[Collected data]
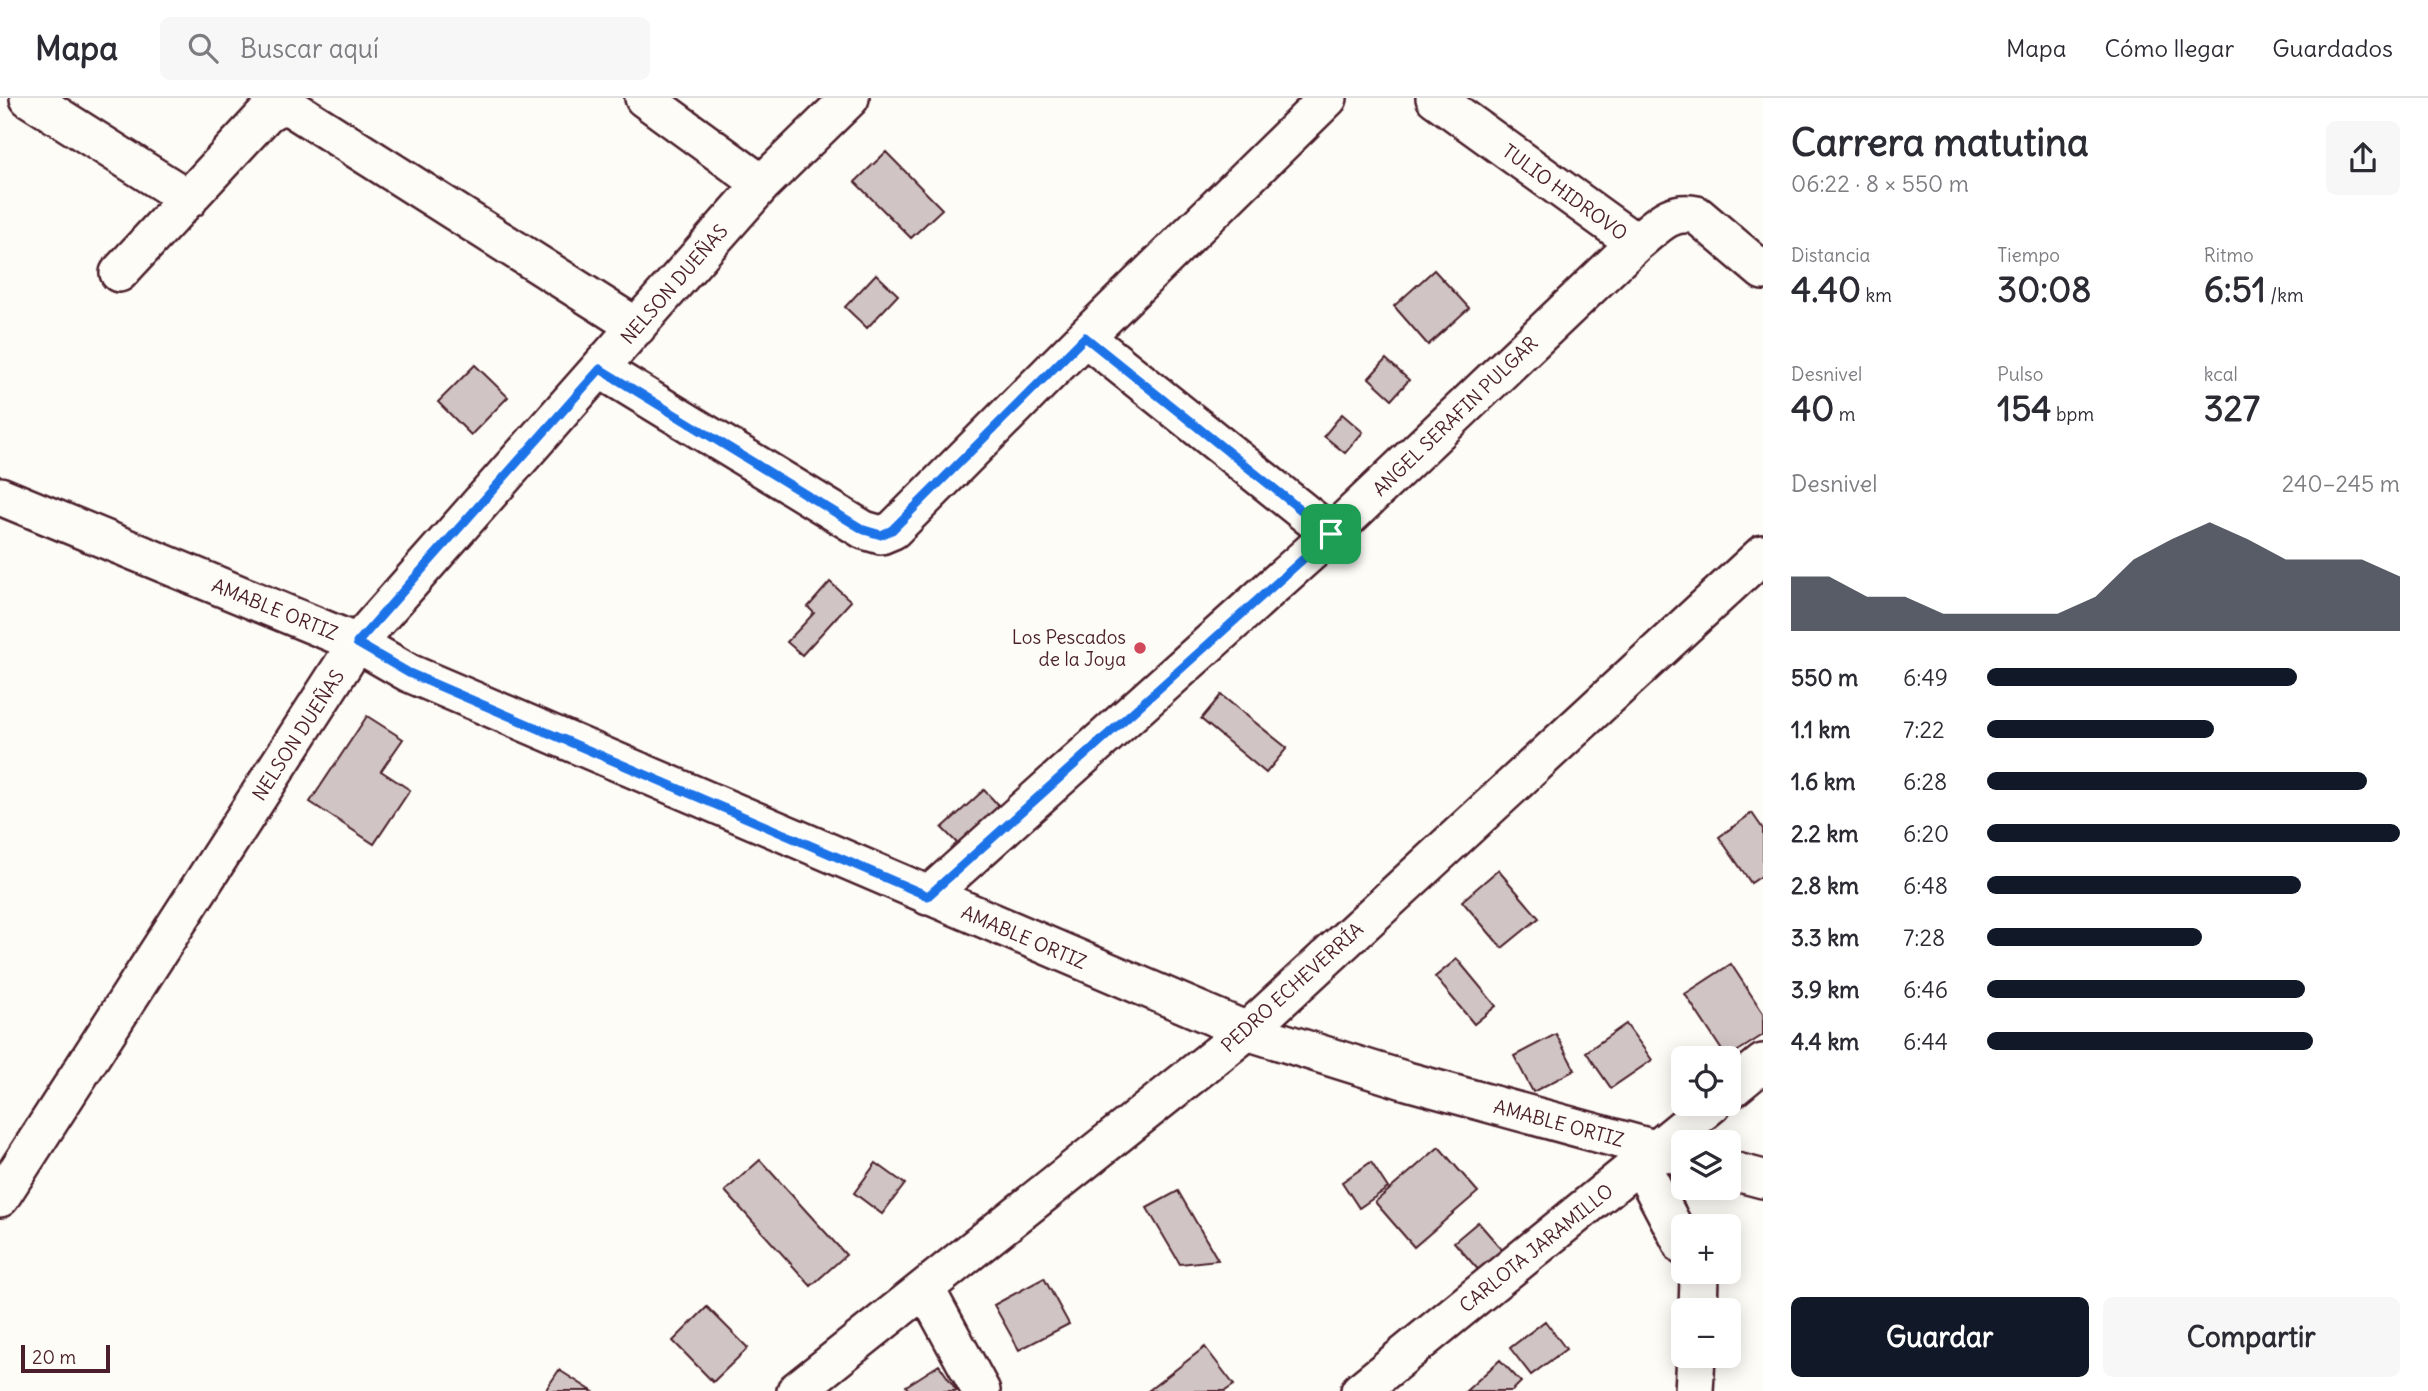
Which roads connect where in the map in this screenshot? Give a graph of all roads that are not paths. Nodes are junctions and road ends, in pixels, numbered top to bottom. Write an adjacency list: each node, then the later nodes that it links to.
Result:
1 (29, 98): 7 (street)
2 (643, 98): 6 (street)
3 (850, 98): 6 (street, NELSON DUEÑAS)
4 (1328, 98): 12 (street)
5 (1434, 98): 8 (street, TULIO HIDROVO)
6 (762, 184): 11 (street, NELSON DUEÑAS)
7 (188, 199): 10 (street); 11 (street)
8 (1636, 243): 9 (street, TULIO HIDROVO); 15 (street, ANGEL SERAFIN PULGAR)
9 (1763, 271)
10 (119, 272)
11 (637, 327): 13 (street, NELSON DUEÑAS)
12 (1085, 337): 13 (street); 15 (street)
13 (600, 369): 17 (street, NELSON DUEÑAS)
14 (0, 496): 17 (street, AMABLE ORTIZ)
15 (1331, 534): 18 (street, ANGEL SERAFIN PULGAR)
16 (1763, 554): 19 (street, PEDRO ECHEVERRÍA)
17 (357, 643): 18 (street, AMABLE ORTIZ); 26 (street, NELSON DUEÑAS)
18 (928, 896): 19 (street, AMABLE ORTIZ)
19 (1247, 1031): 23 (street, AMABLE ORTIZ); 28 (street, PEDRO ECHEVERRÍA)
20 (1763, 1063): 21 (street)
21 (1741, 1081)
22 (1700, 1116): 23 (street, CARLOTA JARAMILLO)
23 (1660, 1156): 27 (street); 32 (street, CARLOTA JARAMILLO)
24 (1741, 1173): 25 (street)
25 (1763, 1179)
26 (0, 1198)
27 (1675, 1214)
28 (925, 1288): 30 (street, PEDRO ECHEVERRÍA); 31 (street)
29 (1695, 1368): 33 (street)
30 (796, 1391)
31 (981, 1391)
32 (1360, 1391)
33 (1694, 1391)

### Work item
Return all the records above exactly, pictures omitted.

### Answer to this problem
Which roads connect where in the map in this screenshot? Give a graph of all roads that are not paths. Nodes are junctions and road ends, in pixels, numbered top to bottom. Write an adjacency list: each node, then the later nodes that it links to.
Result:
1 (29, 98): 7 (street)
2 (643, 98): 6 (street)
3 (850, 98): 6 (street, NELSON DUEÑAS)
4 (1328, 98): 12 (street)
5 (1434, 98): 8 (street, TULIO HIDROVO)
6 (762, 184): 11 (street, NELSON DUEÑAS)
7 (188, 199): 10 (street); 11 (street)
8 (1636, 243): 9 (street, TULIO HIDROVO); 15 (street, ANGEL SERAFIN PULGAR)
9 (1763, 271)
10 (119, 272)
11 (637, 327): 13 (street, NELSON DUEÑAS)
12 (1085, 337): 13 (street); 15 (street)
13 (600, 369): 17 (street, NELSON DUEÑAS)
14 (0, 496): 17 (street, AMABLE ORTIZ)
15 (1331, 534): 18 (street, ANGEL SERAFIN PULGAR)
16 (1763, 554): 19 (street, PEDRO ECHEVERRÍA)
17 (357, 643): 18 (street, AMABLE ORTIZ); 26 (street, NELSON DUEÑAS)
18 (928, 896): 19 (street, AMABLE ORTIZ)
19 (1247, 1031): 23 (street, AMABLE ORTIZ); 28 (street, PEDRO ECHEVERRÍA)
20 (1763, 1063): 21 (street)
21 (1741, 1081)
22 (1700, 1116): 23 (street, CARLOTA JARAMILLO)
23 (1660, 1156): 27 (street); 32 (street, CARLOTA JARAMILLO)
24 (1741, 1173): 25 (street)
25 (1763, 1179)
26 (0, 1198)
27 (1675, 1214)
28 (925, 1288): 30 (street, PEDRO ECHEVERRÍA); 31 (street)
29 (1695, 1368): 33 (street)
30 (796, 1391)
31 (981, 1391)
32 (1360, 1391)
33 (1694, 1391)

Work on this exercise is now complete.